• [Assignment]: Each entry that appears below should be restated word for word.

..............................

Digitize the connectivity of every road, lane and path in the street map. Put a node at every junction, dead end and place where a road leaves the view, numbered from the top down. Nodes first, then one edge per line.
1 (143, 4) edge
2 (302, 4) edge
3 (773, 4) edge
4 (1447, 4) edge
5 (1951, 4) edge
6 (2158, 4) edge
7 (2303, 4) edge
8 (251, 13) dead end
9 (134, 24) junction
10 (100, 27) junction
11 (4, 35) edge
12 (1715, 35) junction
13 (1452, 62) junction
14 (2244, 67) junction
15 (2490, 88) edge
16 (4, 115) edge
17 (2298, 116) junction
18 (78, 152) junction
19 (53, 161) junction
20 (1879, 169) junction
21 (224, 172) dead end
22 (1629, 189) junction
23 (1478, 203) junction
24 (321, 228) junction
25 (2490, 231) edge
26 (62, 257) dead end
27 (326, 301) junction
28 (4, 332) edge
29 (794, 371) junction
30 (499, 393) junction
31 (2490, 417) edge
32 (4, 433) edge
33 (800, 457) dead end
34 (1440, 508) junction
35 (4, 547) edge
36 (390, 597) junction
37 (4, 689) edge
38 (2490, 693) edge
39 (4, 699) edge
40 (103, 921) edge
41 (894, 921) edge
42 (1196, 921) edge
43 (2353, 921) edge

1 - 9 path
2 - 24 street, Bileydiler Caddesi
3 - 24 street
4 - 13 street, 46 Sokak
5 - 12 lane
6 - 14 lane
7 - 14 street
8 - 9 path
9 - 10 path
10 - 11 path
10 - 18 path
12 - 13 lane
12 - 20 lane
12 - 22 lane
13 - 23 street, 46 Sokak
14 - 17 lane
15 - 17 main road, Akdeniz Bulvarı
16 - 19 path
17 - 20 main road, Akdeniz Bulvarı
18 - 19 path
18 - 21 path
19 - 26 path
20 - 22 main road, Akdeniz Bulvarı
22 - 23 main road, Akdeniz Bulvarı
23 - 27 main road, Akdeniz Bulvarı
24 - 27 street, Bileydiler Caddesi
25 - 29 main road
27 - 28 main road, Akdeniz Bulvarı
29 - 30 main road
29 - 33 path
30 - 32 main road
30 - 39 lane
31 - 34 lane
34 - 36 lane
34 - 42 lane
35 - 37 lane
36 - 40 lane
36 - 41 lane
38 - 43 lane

..............................

• [Response for this exercise]:
Digitize the connectivity of every road, lane and path in the street map. Put a node at every junction, dead end and place where a road leaves the view, numbered from the top down. Nodes first, then one edge per line.
1 (143, 4) edge
2 (302, 4) edge
3 (773, 4) edge
4 (1447, 4) edge
5 (1951, 4) edge
6 (2158, 4) edge
7 (2303, 4) edge
8 (251, 13) dead end
9 (134, 24) junction
10 (100, 27) junction
11 (4, 35) edge
12 (1715, 35) junction
13 (1452, 62) junction
14 (2244, 67) junction
15 (2490, 88) edge
16 (4, 115) edge
17 (2298, 116) junction
18 (78, 152) junction
19 (53, 161) junction
20 (1879, 169) junction
21 (224, 172) dead end
22 (1629, 189) junction
23 (1478, 203) junction
24 (321, 228) junction
25 (2490, 231) edge
26 (62, 257) dead end
27 (326, 301) junction
28 (4, 332) edge
29 (794, 371) junction
30 (499, 393) junction
31 (2490, 417) edge
32 (4, 433) edge
33 (800, 457) dead end
34 (1440, 508) junction
35 (4, 547) edge
36 (390, 597) junction
37 (4, 689) edge
38 (2490, 693) edge
39 (4, 699) edge
40 (103, 921) edge
41 (894, 921) edge
42 (1196, 921) edge
43 (2353, 921) edge

1 - 9 path
2 - 24 street, Bileydiler Caddesi
3 - 24 street
4 - 13 street, 46 Sokak
5 - 12 lane
6 - 14 lane
7 - 14 street
8 - 9 path
9 - 10 path
10 - 11 path
10 - 18 path
12 - 13 lane
12 - 20 lane
12 - 22 lane
13 - 23 street, 46 Sokak
14 - 17 lane
15 - 17 main road, Akdeniz Bulvarı
16 - 19 path
17 - 20 main road, Akdeniz Bulvarı
18 - 19 path
18 - 21 path
19 - 26 path
20 - 22 main road, Akdeniz Bulvarı
22 - 23 main road, Akdeniz Bulvarı
23 - 27 main road, Akdeniz Bulvarı
24 - 27 street, Bileydiler Caddesi
25 - 29 main road
27 - 28 main road, Akdeniz Bulvarı
29 - 30 main road
29 - 33 path
30 - 32 main road
30 - 39 lane
31 - 34 lane
34 - 36 lane
34 - 42 lane
35 - 37 lane
36 - 40 lane
36 - 41 lane
38 - 43 lane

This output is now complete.